Stored data
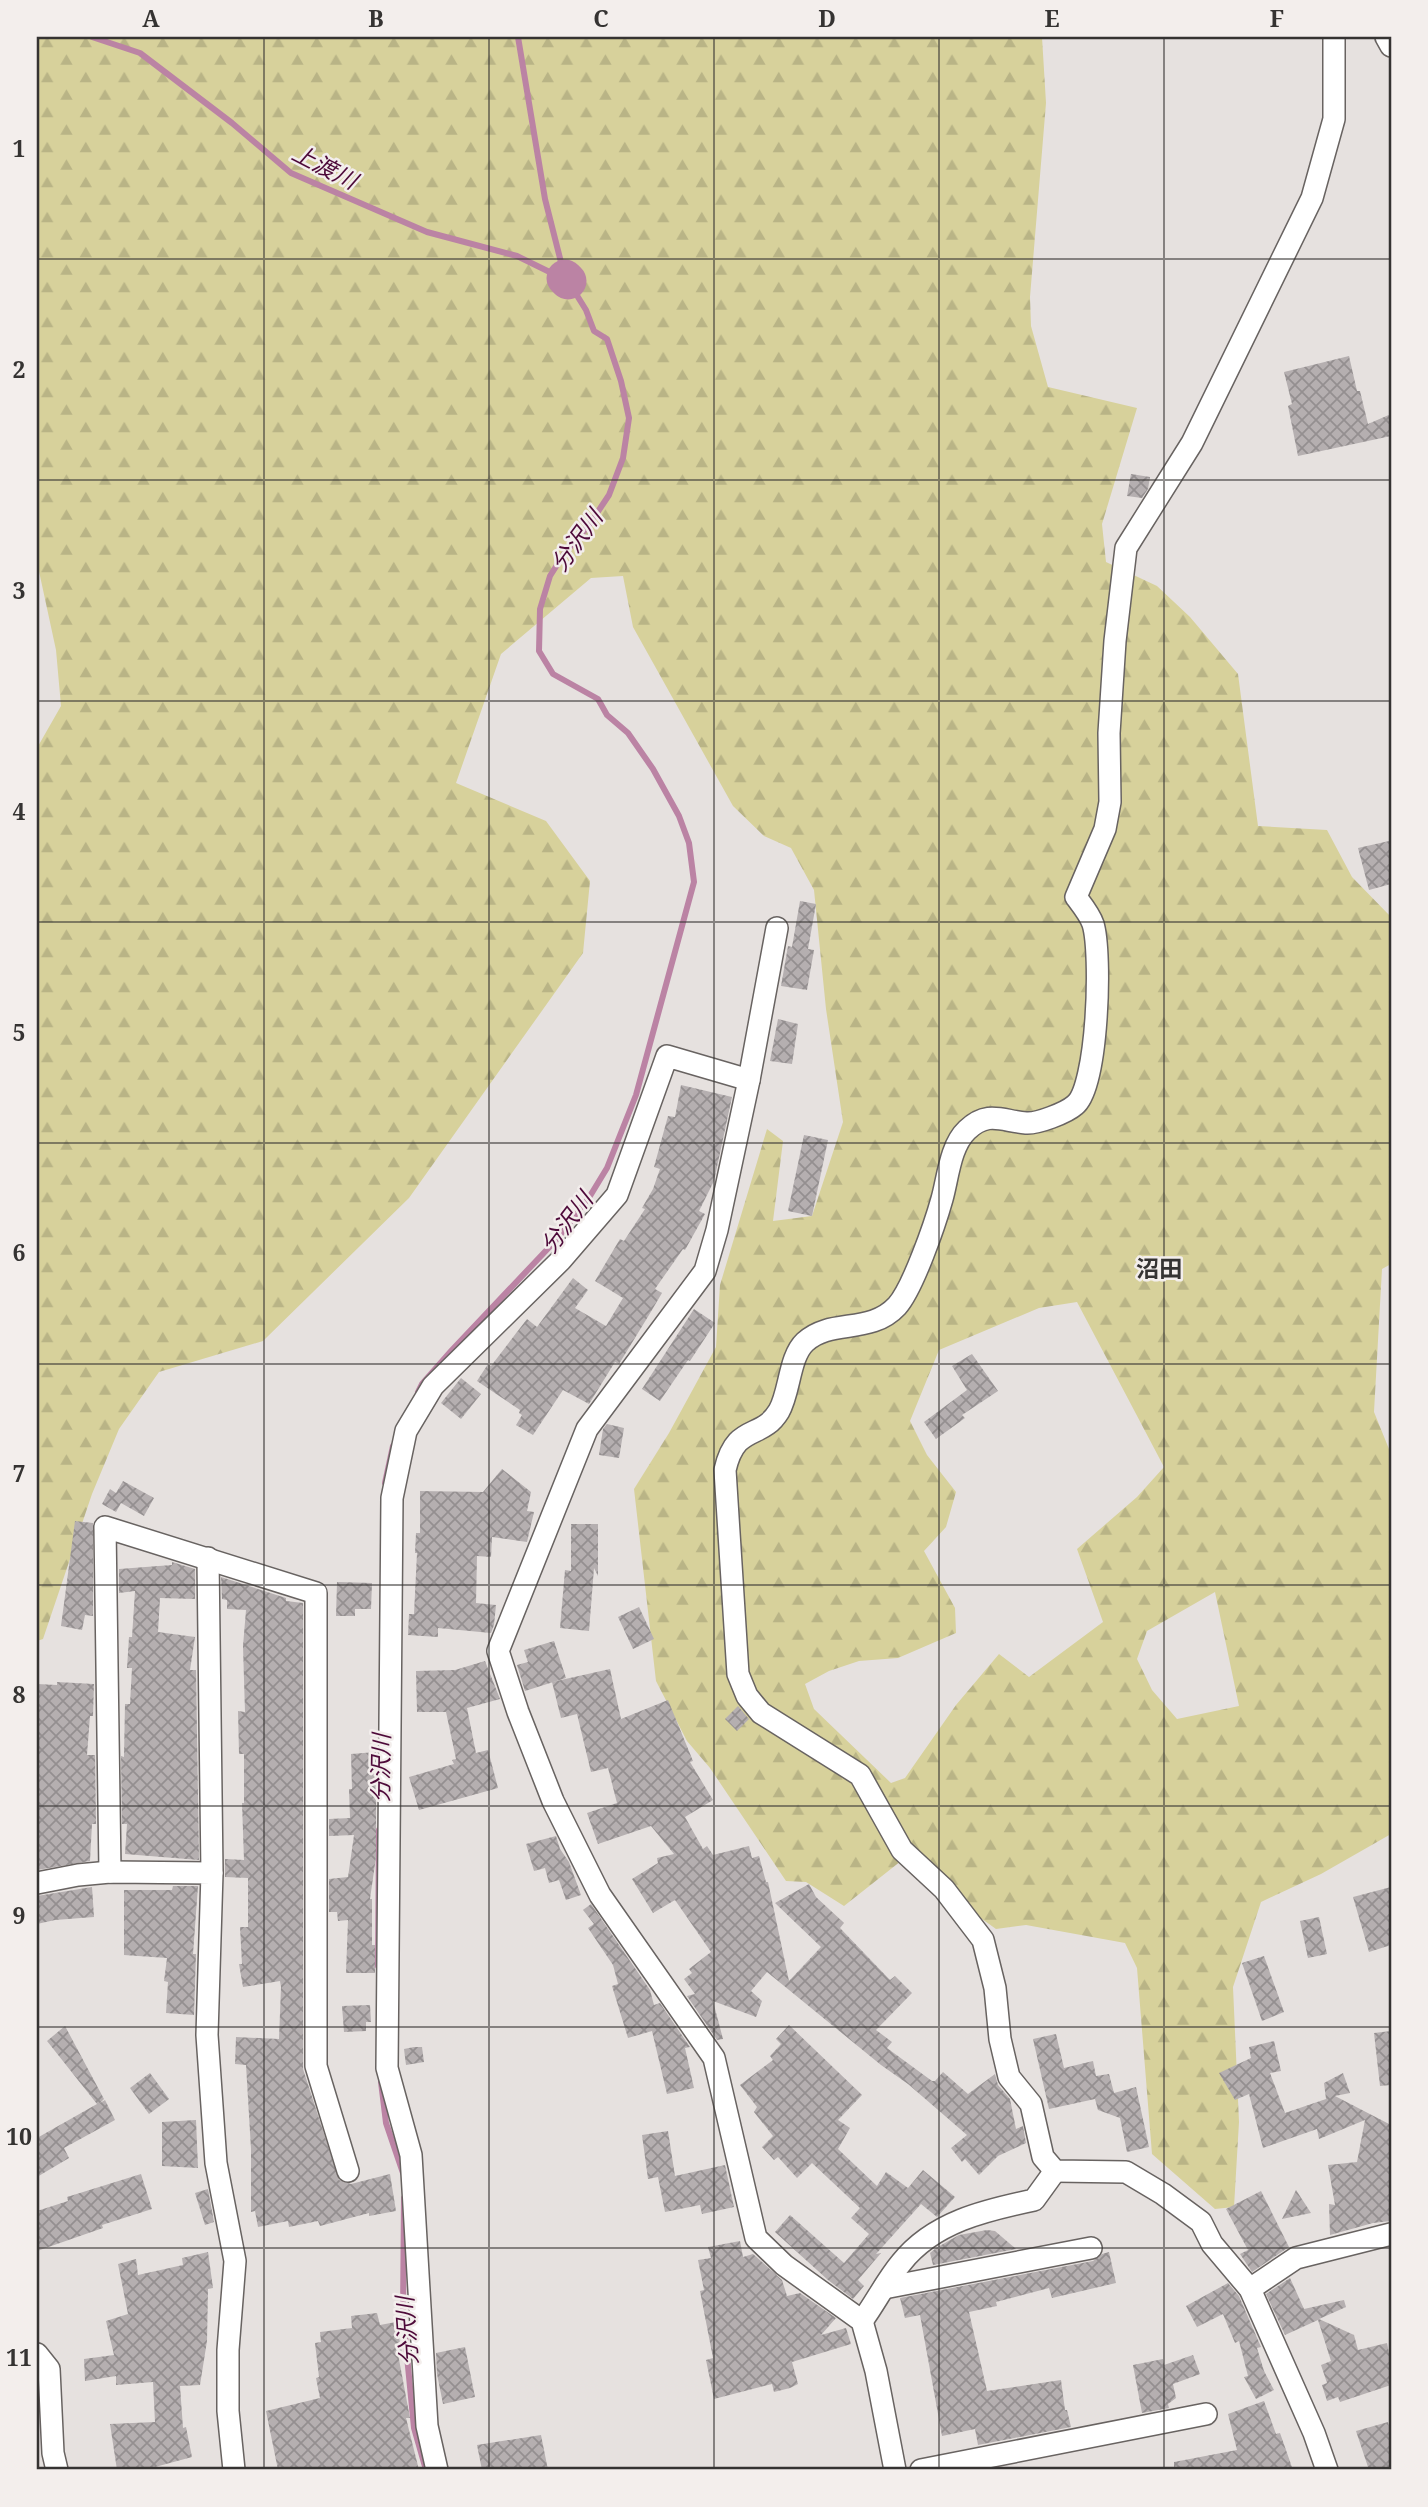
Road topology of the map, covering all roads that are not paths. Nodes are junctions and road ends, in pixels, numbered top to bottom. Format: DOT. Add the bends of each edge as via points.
graph roads {
  1 [pos="1334,37"];
  2 [pos="1386,37"];
  3 [pos="1391,46"];
  4 [pos="777,928"];
  5 [pos="749,1080"];
  6 [pos="208,1558"];
  7 [pos="110,1872"];
  8 [pos="212,1873"];
  9 [pos="37,1883"];
  10 [pos="348,2171"];
  11 [pos="1055,2171"];
  12 [pos="1391,2234"];
  13 [pos="1091,2248"];
  14 [pos="884,2288"];
  15 [pos="1251,2288"];
  16 [pos="862,2321"];
  17 [pos="37,2354"];
  18 [pos="1206,2414"];
  19 [pos="57,2470"];
  20 [pos="234,2470"];
  21 [pos="437,2470"];
  22 [pos="895,2470"];
  23 [pos="921,2470"];
  24 [pos="1327,2470"];
  1 -- 11 [label="street" via="1334,119 1312,198 1192,443 1126,548 1109,733 1110,802 1105,829 1076,897 1093,923 1099,959 1097,1019 1086,1088 1077,1105 1049,1119 1028,1124 998,1116 966,1130 955,1148 941,1202 909,1288 898,1305 884,1318 826,1331 804,1343 780,1410 769,1423 742,1436 729,1452 725,1470 738,1674 747,1696 761,1713 860,1775 902,1850 944,1889 983,1940 1009,2077 1031,2104 1043,2157"];
  2 -- 3 [label="street"];
  4 -- 5 [label="street"];
  5 -- 16 [label="street" via="705,1271 587,1429 498,1651 553,1801 600,1895 714,2058 756,2238 784,2265"];
  5 -- 21 [label="street" via="667,1056 617,1195 561,1260 433,1386 406,1431 392,1498 387,2068 411,2155 427,2426"];
  6 -- 7 [label="street" via="105,1527"];
  6 -- 8 [label="street"];
  6 -- 10 [label="street" via="316,1593 316,2066"];
  7 -- 8 [label="street"];
  7 -- 9 [label="street"];
  8 -- 20 [label="street" via="207,2035 216,2163 234,2261 228,2411"];
  11 -- 14 [label="street" via="1034,2200 982,2210 927,2236"];
  11 -- 15 [label="street" via="1126,2172 1163,2194 1201,2222 1212,2244"];
  12 -- 15 [label="street" via="1296,2258"];
  13 -- 14 [label="street"];
  14 -- 16 [label="street"];
  15 -- 24 [label="street"];
  16 -- 22 [label="street"];
  17 -- 19 [label="street" via="49,2369"];
  18 -- 23 [label="street"];
}
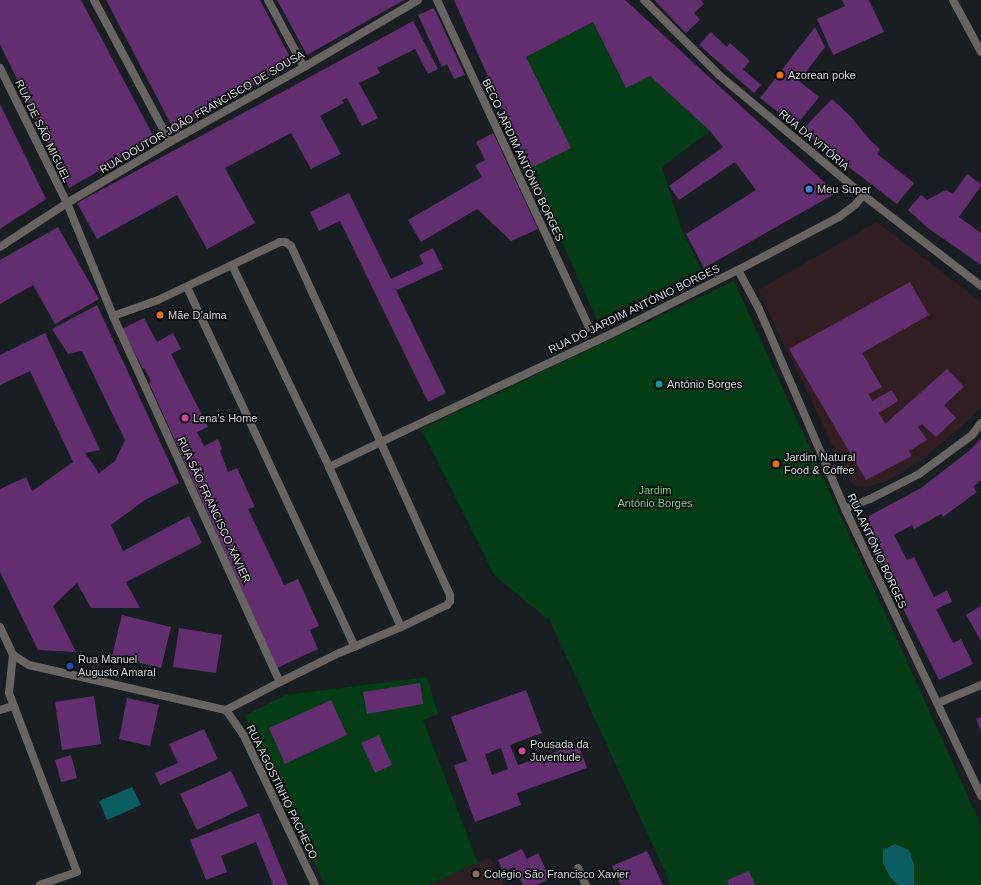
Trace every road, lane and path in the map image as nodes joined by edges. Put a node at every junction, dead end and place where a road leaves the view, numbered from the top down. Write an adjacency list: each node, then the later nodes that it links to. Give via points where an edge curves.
1 (94, 0): 10 (street)
2 (268, 0): 8 (street)
3 (418, 0): 8 (street, RUA DOUTOR JOÃO FRANCISCO DE SOUSA)
4 (438, 0): 19 (street, BECO JARDIM ANTÓNIO BORGES)
5 (644, 0): 11 (street, RUA DA VITÓRIA, via 719,75)
6 (953, 0): 7 (street)
7 (981, 52)
8 (304, 67): 10 (street, RUA DOUTOR JOÃO FRANCISCO DE SOUSA)
9 (0, 68): 12 (street, RUA DE SÃO MIGUEL)
10 (170, 142): 12 (street, RUA DOUTOR JOÃO FRANCISCO DE SOUSA)
11 (863, 196): 15 (street, RUA DO JARDIM ANTÓNIO BORGES, via 839,217); 16 (street, RUA DA VITÓRIA)
12 (67, 203): 13 (street, RUA DOUTOR JOÃO FRANCISCO DE SOUSA); 18 (street, RUA SÃO FRANCISCO XAVIER)
13 (0, 247)
14 (232, 265): 17 (street); 21 (street, via 280,242 291,246); 22 (street)
15 (738, 270): 21 (street, RUA DO JARDIM ANTÓNIO BORGES, via 617,331); 23 (street, RUA ANTÓNIO BORGES, via 759,309)
16 (981, 286)
17 (187, 287): 18 (street); 26 (street)
18 (114, 316): 28 (street, RUA SÃO FRANCISCO XAVIER)
19 (589, 328)
20 (981, 423): 23 (street, via 972,435 920,474)
21 (381, 443): 22 (street, RUA DO JARDIM ANTÓNIO BORGES); 25 (street, via 450,595 450,601 446,605)
22 (329, 467): 25 (street)
23 (845, 509): 30 (street, RUA ANTÓNIO BORGES)
24 (0, 627): 27 (street)
25 (400, 627): 26 (street)
26 (355, 647): 28 (street)
27 (13, 655): 31 (street, via 9,693); 33 (street, via 29,665)
28 (280, 682): 33 (street)
29 (981, 685): 30 (street)
30 (938, 703): 34 (street, RUA ANTÓNIO BORGES)
31 (13, 706): 32 (street); 36 (street, via 77,872)
32 (0, 710)
33 (226, 710): 37 (street, RUA AGOSTINHO PACHECO, via 243,734)
34 (981, 796)
35 (578, 868): 38 (street)
36 (40, 885)
37 (315, 885)
38 (586, 885)

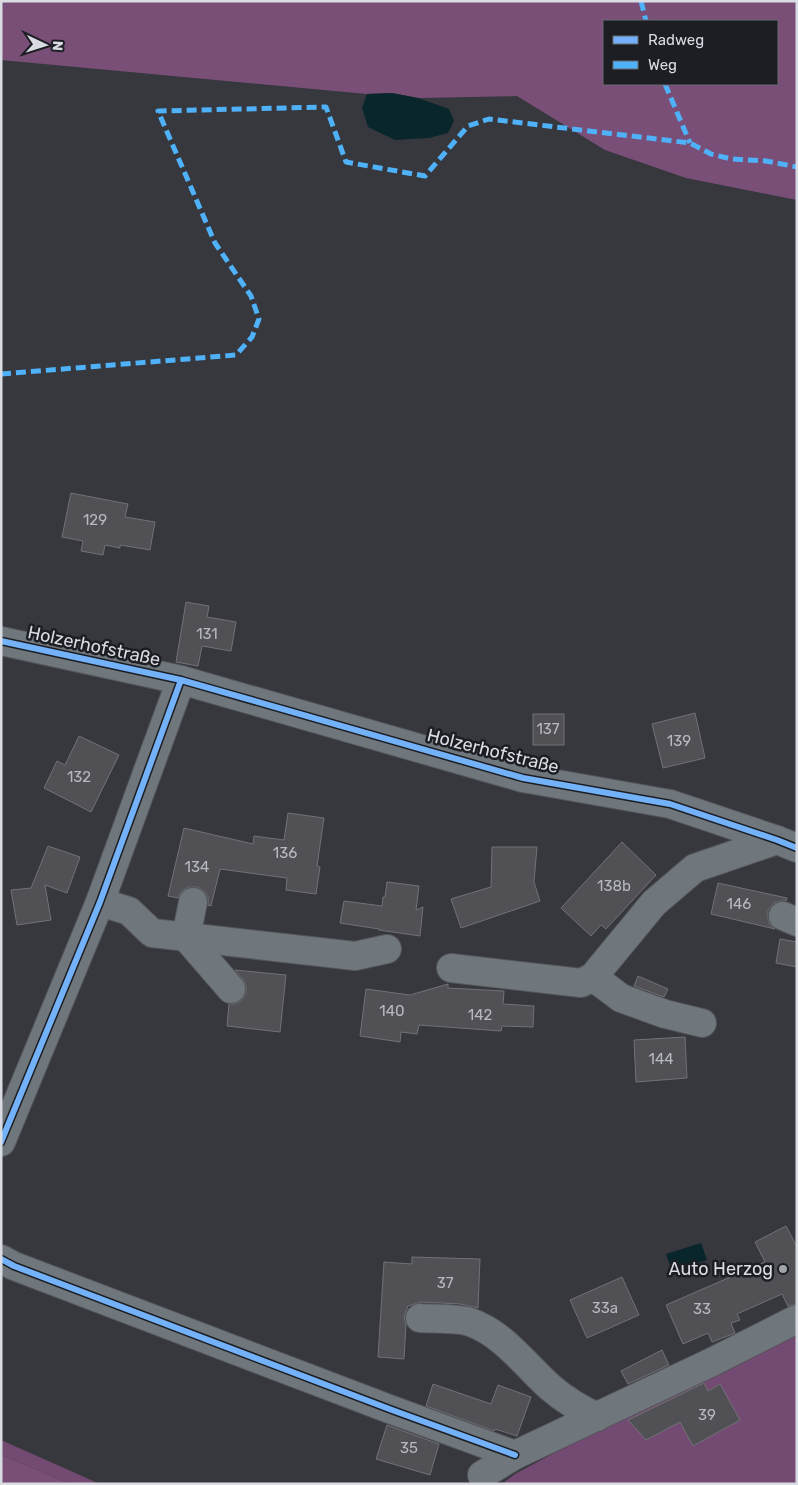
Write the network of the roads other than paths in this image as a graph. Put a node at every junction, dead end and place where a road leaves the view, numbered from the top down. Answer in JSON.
{"nodes":[{"id":1,"x":1,"y":640,"type":"edge"},
{"id":2,"x":181,"y":680,"type":"junction"},
{"id":3,"x":787,"y":844,"type":"edge"},
{"id":4,"x":100,"y":902,"type":"junction"},
{"id":5,"x":193,"y":902,"type":"dead end"},
{"id":6,"x":186,"y":937,"type":"junction"},
{"id":7,"x":387,"y":949,"type":"dead end"},
{"id":8,"x":451,"y":968,"type":"dead end"},
{"id":9,"x":593,"y":977,"type":"junction"},
{"id":10,"x":231,"y":989,"type":"dead end"},
{"id":11,"x":702,"y":1023,"type":"dead end"},
{"id":12,"x":1,"y":1142,"type":"edge"},
{"id":13,"x":1,"y":1259,"type":"edge"},
{"id":14,"x":420,"y":1318,"type":"dead end"},
{"id":15,"x":797,"y":1319,"type":"edge"},
{"id":16,"x":597,"y":1417,"type":"junction"},
{"id":17,"x":516,"y":1455,"type":"junction"},
{"id":18,"x":482,"y":1475,"type":"dead end"}],
"edges":[{"from":1,"to":2,"type":"street","name":"Holzerhofstraße"},
{"from":2,"to":3,"type":"street","name":"Holzerhofstraße"},
{"from":2,"to":4,"type":"street","name":"Holzerhofstraße"},
{"from":3,"to":9,"type":"street","name":"Holzerhofstraße"},
{"from":4,"to":6,"type":"street"},
{"from":4,"to":12,"type":"street","name":"Holzerhofstraße"},
{"from":5,"to":6,"type":"street"},
{"from":6,"to":7,"type":"street"},
{"from":6,"to":10,"type":"street"},
{"from":8,"to":9,"type":"street"},
{"from":9,"to":11,"type":"street"},
{"from":13,"to":17,"type":"street"},
{"from":14,"to":16,"type":"street"},
{"from":15,"to":16,"type":"street"},
{"from":16,"to":17,"type":"street"},
{"from":17,"to":18,"type":"street"}]}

### TASK PROMPT
What the records say must be written out exactly, with none of their pictures.

### TASK OUTPUT
Road topology of the map, covering all roads that are not paths. Nodes are junctions and road ends, in pixels, numbered top to bottom. Format: DOT. Add the bends of each edge as via points.
graph roads {
  1 [pos="1334,37"];
  2 [pos="1386,37"];
  3 [pos="1391,46"];
  4 [pos="777,928"];
  5 [pos="749,1080"];
  6 [pos="208,1558"];
  7 [pos="110,1872"];
  8 [pos="212,1873"];
  9 [pos="37,1883"];
  10 [pos="348,2171"];
  11 [pos="1055,2171"];
  12 [pos="1391,2234"];
  13 [pos="1091,2248"];
  14 [pos="884,2288"];
  15 [pos="1251,2288"];
  16 [pos="862,2321"];
  17 [pos="37,2354"];
  18 [pos="1206,2414"];
  19 [pos="57,2470"];
  20 [pos="234,2470"];
  21 [pos="437,2470"];
  22 [pos="895,2470"];
  23 [pos="921,2470"];
  24 [pos="1327,2470"];
  1 -- 11 [label="street" via="1334,119 1312,198 1192,443 1126,548 1109,733 1110,802 1105,829 1076,897 1093,923 1099,959 1097,1019 1086,1088 1077,1105 1049,1119 1028,1124 998,1116 966,1130 955,1148 941,1202 909,1288 898,1305 884,1318 826,1331 804,1343 780,1410 769,1423 742,1436 729,1452 725,1470 738,1674 747,1696 761,1713 860,1775 902,1850 944,1889 983,1940 1009,2077 1031,2104 1043,2157"];
  2 -- 3 [label="street"];
  4 -- 5 [label="street"];
  5 -- 16 [label="street" via="705,1271 587,1429 498,1651 553,1801 600,1895 714,2058 756,2238 784,2265"];
  5 -- 21 [label="street" via="667,1056 617,1195 561,1260 433,1386 406,1431 392,1498 387,2068 411,2155 427,2426"];
  6 -- 7 [label="street" via="105,1527"];
  6 -- 8 [label="street"];
  6 -- 10 [label="street" via="316,1593 316,2066"];
  7 -- 8 [label="street"];
  7 -- 9 [label="street"];
  8 -- 20 [label="street" via="207,2035 216,2163 234,2261 228,2411"];
  11 -- 14 [label="street" via="1034,2200 982,2210 927,2236"];
  11 -- 15 [label="street" via="1126,2172 1163,2194 1201,2222 1212,2244"];
  12 -- 15 [label="street" via="1296,2258"];
  13 -- 14 [label="street"];
  14 -- 16 [label="street"];
  15 -- 24 [label="street"];
  16 -- 22 [label="street"];
  17 -- 19 [label="street" via="49,2369"];
  18 -- 23 [label="street"];
}
Trace every road, lane and path in the map image as nodes joined by edges. Put a node at every junction, dead end and place where a road leaves the view, numbered from the top down. Write an adjacency list: each node, then the later nodes that it links to. Give via points where an edge curves.
1 (94, 0): 10 (street)
2 (268, 0): 8 (street)
3 (418, 0): 8 (street, RUA DOUTOR JOÃO FRANCISCO DE SOUSA)
4 (438, 0): 19 (street, BECO JARDIM ANTÓNIO BORGES)
5 (644, 0): 11 (street, RUA DA VITÓRIA, via 719,75)
6 (953, 0): 7 (street)
7 (981, 52)
8 (304, 67): 10 (street, RUA DOUTOR JOÃO FRANCISCO DE SOUSA)
9 (0, 68): 12 (street, RUA DE SÃO MIGUEL)
10 (170, 142): 12 (street, RUA DOUTOR JOÃO FRANCISCO DE SOUSA)
11 (863, 196): 15 (street, RUA DO JARDIM ANTÓNIO BORGES, via 839,217); 16 (street, RUA DA VITÓRIA)
12 (67, 203): 13 (street, RUA DOUTOR JOÃO FRANCISCO DE SOUSA); 18 (street, RUA SÃO FRANCISCO XAVIER)
13 (0, 247)
14 (232, 265): 17 (street); 21 (street, via 280,242 291,246); 22 (street)
15 (738, 270): 21 (street, RUA DO JARDIM ANTÓNIO BORGES, via 617,331); 23 (street, RUA ANTÓNIO BORGES, via 759,309)
16 (981, 286)
17 (187, 287): 18 (street); 26 (street)
18 (114, 316): 28 (street, RUA SÃO FRANCISCO XAVIER)
19 (589, 328)
20 (981, 423): 23 (street, via 972,435 920,474)
21 (381, 443): 22 (street, RUA DO JARDIM ANTÓNIO BORGES); 25 (street, via 450,595 450,601 446,605)
22 (329, 467): 25 (street)
23 (845, 509): 30 (street, RUA ANTÓNIO BORGES)
24 (0, 627): 27 (street)
25 (400, 627): 26 (street)
26 (355, 647): 28 (street)
27 (13, 655): 31 (street, via 9,693); 33 (street, via 29,665)
28 (280, 682): 33 (street)
29 (981, 685): 30 (street)
30 (938, 703): 34 (street, RUA ANTÓNIO BORGES)
31 (13, 706): 32 (street); 36 (street, via 77,872)
32 (0, 710)
33 (226, 710): 37 (street, RUA AGOSTINHO PACHECO, via 243,734)
34 (981, 796)
35 (578, 868): 38 (street)
36 (40, 885)
37 (315, 885)
38 (586, 885)

Write the network of the roads other than paths in this image as a graph. Put a node at every junction, dead end and place where a road leaves the view, numbered from the top down. Answer in JSON.
{"nodes":[{"id":1,"x":1,"y":640,"type":"edge"},
{"id":2,"x":181,"y":680,"type":"junction"},
{"id":3,"x":787,"y":844,"type":"edge"},
{"id":4,"x":100,"y":902,"type":"junction"},
{"id":5,"x":193,"y":902,"type":"dead end"},
{"id":6,"x":186,"y":937,"type":"junction"},
{"id":7,"x":387,"y":949,"type":"dead end"},
{"id":8,"x":451,"y":968,"type":"dead end"},
{"id":9,"x":593,"y":977,"type":"junction"},
{"id":10,"x":231,"y":989,"type":"dead end"},
{"id":11,"x":702,"y":1023,"type":"dead end"},
{"id":12,"x":1,"y":1142,"type":"edge"},
{"id":13,"x":1,"y":1259,"type":"edge"},
{"id":14,"x":420,"y":1318,"type":"dead end"},
{"id":15,"x":797,"y":1319,"type":"edge"},
{"id":16,"x":597,"y":1417,"type":"junction"},
{"id":17,"x":516,"y":1455,"type":"junction"},
{"id":18,"x":482,"y":1475,"type":"dead end"}],
"edges":[{"from":1,"to":2,"type":"street","name":"Holzerhofstraße"},
{"from":2,"to":3,"type":"street","name":"Holzerhofstraße"},
{"from":2,"to":4,"type":"street","name":"Holzerhofstraße"},
{"from":3,"to":9,"type":"street","name":"Holzerhofstraße"},
{"from":4,"to":6,"type":"street"},
{"from":4,"to":12,"type":"street","name":"Holzerhofstraße"},
{"from":5,"to":6,"type":"street"},
{"from":6,"to":7,"type":"street"},
{"from":6,"to":10,"type":"street"},
{"from":8,"to":9,"type":"street"},
{"from":9,"to":11,"type":"street"},
{"from":13,"to":17,"type":"street"},
{"from":14,"to":16,"type":"street"},
{"from":15,"to":16,"type":"street"},
{"from":16,"to":17,"type":"street"},
{"from":17,"to":18,"type":"street"}]}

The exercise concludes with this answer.